私はこのエピソードに、語学習得の本質を見た気がする。文法や単語をいくら暗記しても、実際に人と向き合い、感情を伴った会話を重ねなければ「使える言葉」にはならない。kemioさんの行動は、語学学習における理想論ではなく、現場でしか得られないリアルな学びだったのだろう。
ひたすら行動してモデルの契約を掴み取るまでの道のり
言葉の壁を乗り越えながら、kemioさんはただ英語を学ぶだけでなく、自分の可能性を広げるための行動を止めなかった。2019年4月にはKADOKAWAより初の著書『ウチら棺桶まで永遠のランウェイ』を出版し、15万部を突破するベストセラーとなった。国内での発信を続けながら、同時にアメリカでの活動基盤も築いていったのだ。

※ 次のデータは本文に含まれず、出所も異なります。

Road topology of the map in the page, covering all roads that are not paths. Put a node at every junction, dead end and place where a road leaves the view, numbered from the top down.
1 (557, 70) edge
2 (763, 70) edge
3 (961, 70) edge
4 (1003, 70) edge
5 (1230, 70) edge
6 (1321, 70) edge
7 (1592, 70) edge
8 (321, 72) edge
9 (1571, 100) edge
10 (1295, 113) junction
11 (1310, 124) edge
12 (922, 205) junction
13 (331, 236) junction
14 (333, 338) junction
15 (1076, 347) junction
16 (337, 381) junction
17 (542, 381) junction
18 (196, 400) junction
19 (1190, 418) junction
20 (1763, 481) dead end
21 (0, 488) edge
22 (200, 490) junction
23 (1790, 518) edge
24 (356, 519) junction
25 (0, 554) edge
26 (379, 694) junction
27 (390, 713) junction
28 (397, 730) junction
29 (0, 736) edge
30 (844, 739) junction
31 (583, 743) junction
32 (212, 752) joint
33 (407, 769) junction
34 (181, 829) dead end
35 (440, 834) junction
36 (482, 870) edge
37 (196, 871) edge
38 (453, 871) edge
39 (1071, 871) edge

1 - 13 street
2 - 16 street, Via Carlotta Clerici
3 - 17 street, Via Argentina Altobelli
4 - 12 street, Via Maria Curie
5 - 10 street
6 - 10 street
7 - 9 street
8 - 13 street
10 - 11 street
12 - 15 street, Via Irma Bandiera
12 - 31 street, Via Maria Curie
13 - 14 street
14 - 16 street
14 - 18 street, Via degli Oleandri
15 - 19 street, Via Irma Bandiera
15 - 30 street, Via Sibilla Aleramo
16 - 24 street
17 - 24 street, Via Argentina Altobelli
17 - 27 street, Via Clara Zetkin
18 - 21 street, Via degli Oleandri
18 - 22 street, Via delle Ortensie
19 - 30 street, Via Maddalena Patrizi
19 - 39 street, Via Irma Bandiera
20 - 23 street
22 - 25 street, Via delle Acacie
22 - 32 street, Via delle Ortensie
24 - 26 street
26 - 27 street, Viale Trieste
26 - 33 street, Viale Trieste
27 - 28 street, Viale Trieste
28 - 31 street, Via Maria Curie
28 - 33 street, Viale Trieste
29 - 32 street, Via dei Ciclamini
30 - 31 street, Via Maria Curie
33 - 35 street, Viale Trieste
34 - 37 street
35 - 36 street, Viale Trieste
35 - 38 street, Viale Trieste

こうした地道な発信活動と行動の積み重ねが評価され、2019年2月には『GQ MEN OF THE YEAR 2019』および『スニーカーベストドレッサー賞2019』を受賞している。海外での知名度がまだ確立されていない段階から、日本とアメリカを行き来しながらチャンスを掴みにいく姿勢が、結果としてモデルとしての評価にもつながっていったと考えられる。

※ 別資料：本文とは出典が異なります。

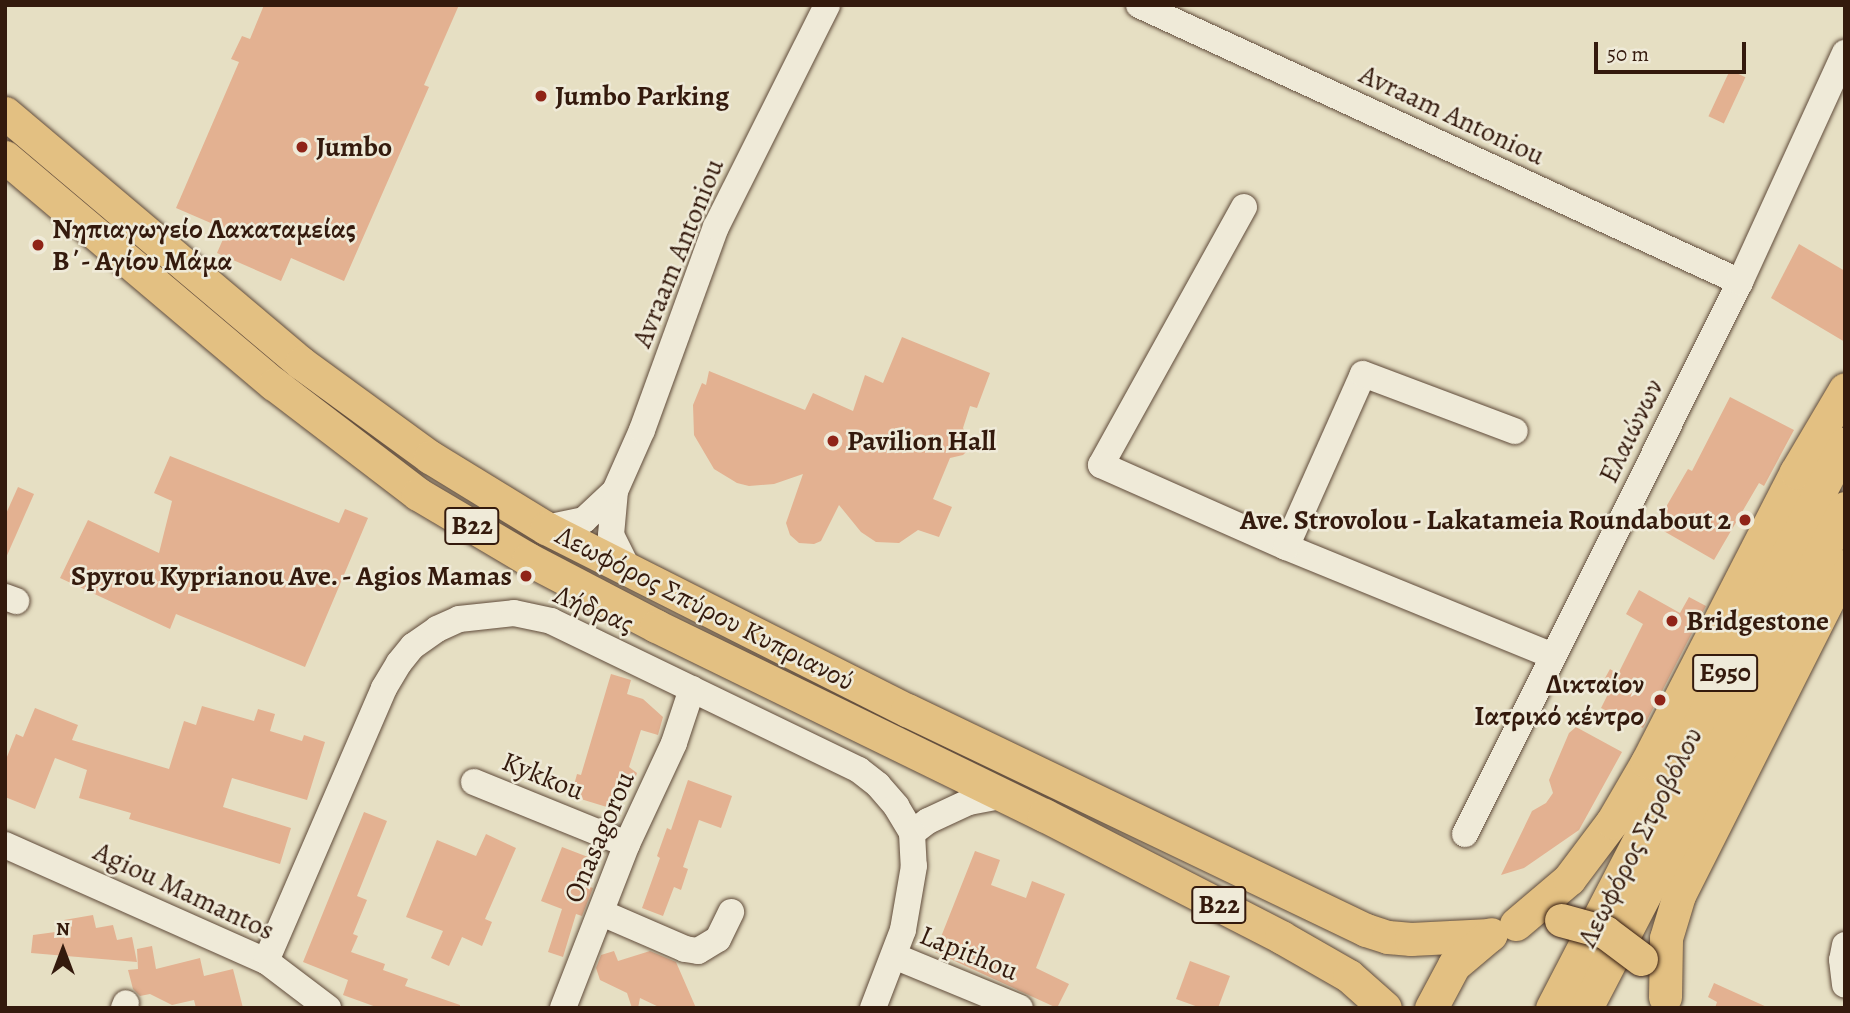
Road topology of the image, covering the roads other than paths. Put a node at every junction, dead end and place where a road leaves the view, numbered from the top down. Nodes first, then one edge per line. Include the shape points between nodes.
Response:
1 (827, 5) edge
2 (1139, 5) edge
3 (1845, 53) edge
4 (5, 113) edge
5 (5, 157) edge
6 (1244, 207) dead end
7 (1740, 282) junction
8 (1845, 389) edge
9 (1515, 431) dead end
10 (1845, 443) edge
11 (615, 491) junction
12 (1845, 508) edge
13 (546, 528) junction
14 (1286, 547) junction
15 (1845, 566) edge
16 (630, 573) junction
17 (1553, 656) junction
18 (692, 689) junction
19 (474, 782) dead end
20 (1004, 795) junction
21 (912, 833) junction
22 (1465, 834) dead end
23 (627, 844) junction
24 (5, 845) edge
25 (731, 912) dead end
26 (602, 913) junction
27 (1503, 929) junction
28 (1845, 945) edge
29 (894, 956) junction
30 (266, 961) junction
31 (1845, 985) edge
32 (1667, 1002) edge
33 (328, 1008) edge
34 (563, 1008) edge
35 (873, 1008) edge
36 (1020, 1008) edge
37 (1385, 1008) edge
38 (1431, 1008) edge
39 (1552, 1008) edge
40 (1586, 1008) edge

1 - 11 street, Avraam Antoniou via 716,228
2 - 7 street, Avraam Antoniou
3 - 7 street, Ελαιώνων
4 - 13 main road, Λεωφόρος Σπύρου Κυπριανού / B22 via 301,363 430,457
5 - 20 main road, Λεωφόρος Σπύρου Κυπριανού / B22 via 274,384 418,494 656,626
6 - 14 street via 1101,465
7 - 17 street, Ελαιώνων
8 - 27 main road, E950 via 1796,472 1612,822 1569,879
9 - 14 street via 1363,374
10 - 39 main road, Λεωφόρος Στροβόλου / E950
11 - 13 street via 584,520
11 - 16 street via 611,536
12 - 40 main road, Λεωφόρος Στροβόλου / E950
13 - 16 main road, Λεωφόρος Σπύρου Κυπριανού / B22
14 - 17 street
15 - 32 main road, E950 via 1679,895 1666,939
16 - 27 main road, Λεωφόρος Σπύρου Κυπριανού / B22 via 1366,930 1411,939
17 - 22 street, Ελαιώνων
18 - 21 street, Λήδρας via 859,770 896,806
18 - 23 street, Onasagorou via 674,743
18 - 30 street, Λήδρας via 551,621 514,613 486,614 437,629 413,646 384,688
19 - 23 street, Kykkou
20 - 21 street via 963,805
20 - 37 main road, Λεωφόρος Σπύρου Κυπριανού / B22 via 1281,937 1349,976
21 - 29 street, Λήδρας via 914,866
23 - 26 street, Onasagorou
24 - 30 street, Agiou Mamantos
25 - 26 street via 718,939 698,951
26 - 34 street, Onasagorou
27 - 32 main road, Λεωφόρος Σπύρου Κυπριανού, bridge via 1561,920 1605,932 1641,959
27 - 38 main road via 1454,965
28 - 31 street
29 - 35 street, Λήδρας
29 - 36 street, Lapithou
30 - 33 street, Agiou Mamantos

私は、成功のプロセスというのは決して一直線ではないのだと改めて感じた。語学学校に通い、バーで会話を重ね、本を出版し、賞を獲得する一見バラバラに見える行動の一つひとつが、後から振り返れば全て「掴み取るための布石」になっている。行動を止めなければ、点はいつか線になる。kemioさんのキャリアはまさにその実例だと思う。
アメリカに渡って10年。語学学校で後輩たちに伝えたい想いとは
ロサンゼルスでの生活を経て、kemioさんはロサンゼルスで知り合った親友マイルズと共に、2020年の冬頃にニューヨークへ移住した。かつて「経済的に厳しい」という理由で諦めていた憧れの街に、行動を積み重ねた結果として拠点を移すことになったのだ。
アメリカに渡ってから10年という節目を迎えた今、思い出の地であるロサンゼルスの語学学校を再訪し、当時お世話になった校長先生と再会するという機会もあったようだ。「どんな生徒だったか」と問われるシーンを想像すると、きっと当時は決して優等生ではなかっただろう。英語もままならず、慣れない土地で悪戦苦闘していたはずだ。それでも今、後輩たちに伝えたい想いがあるとすれば、それは「完璧を待たずに動くこと」の大切さではないだろうか。
私は、この「語学学校で後輩に伝えたい想い」というテーマこそ、この記事で一番読者に届けたい部分だと感じている。英語が話せるようになってから行動するのではなく、話せないうちから飛び込んでいく。その順番の違いが、10年後の景色を大きく変えるのだと思う。
まとめ
英語も話せぬまま渡米し、泥棒被害という思わぬ試練にも見舞われながら、ひたすら行動を続けてモデル契約を掴み取ったkemioさん。その10年間は、華やかな結果だけを見ていては分からない、地道な積み重ねの連続だった。語学学校でのリアルな苦労、バーで培った生きた英語、そして止まらない行動力これらすべてが、今のkemioさんを形作っている。
これから海外挑戦を考えている人、あるいは何か新しいことに一歩踏み出せずにいる人にとって、kemioさんの歩みは大きなヒントになるはずだ。完璧な準備が整うのを待つ必要はない。英語が話せなくても、まず動いてみる。その姿勢こそが、10年後の自分を大きく変える力になるのだと思う。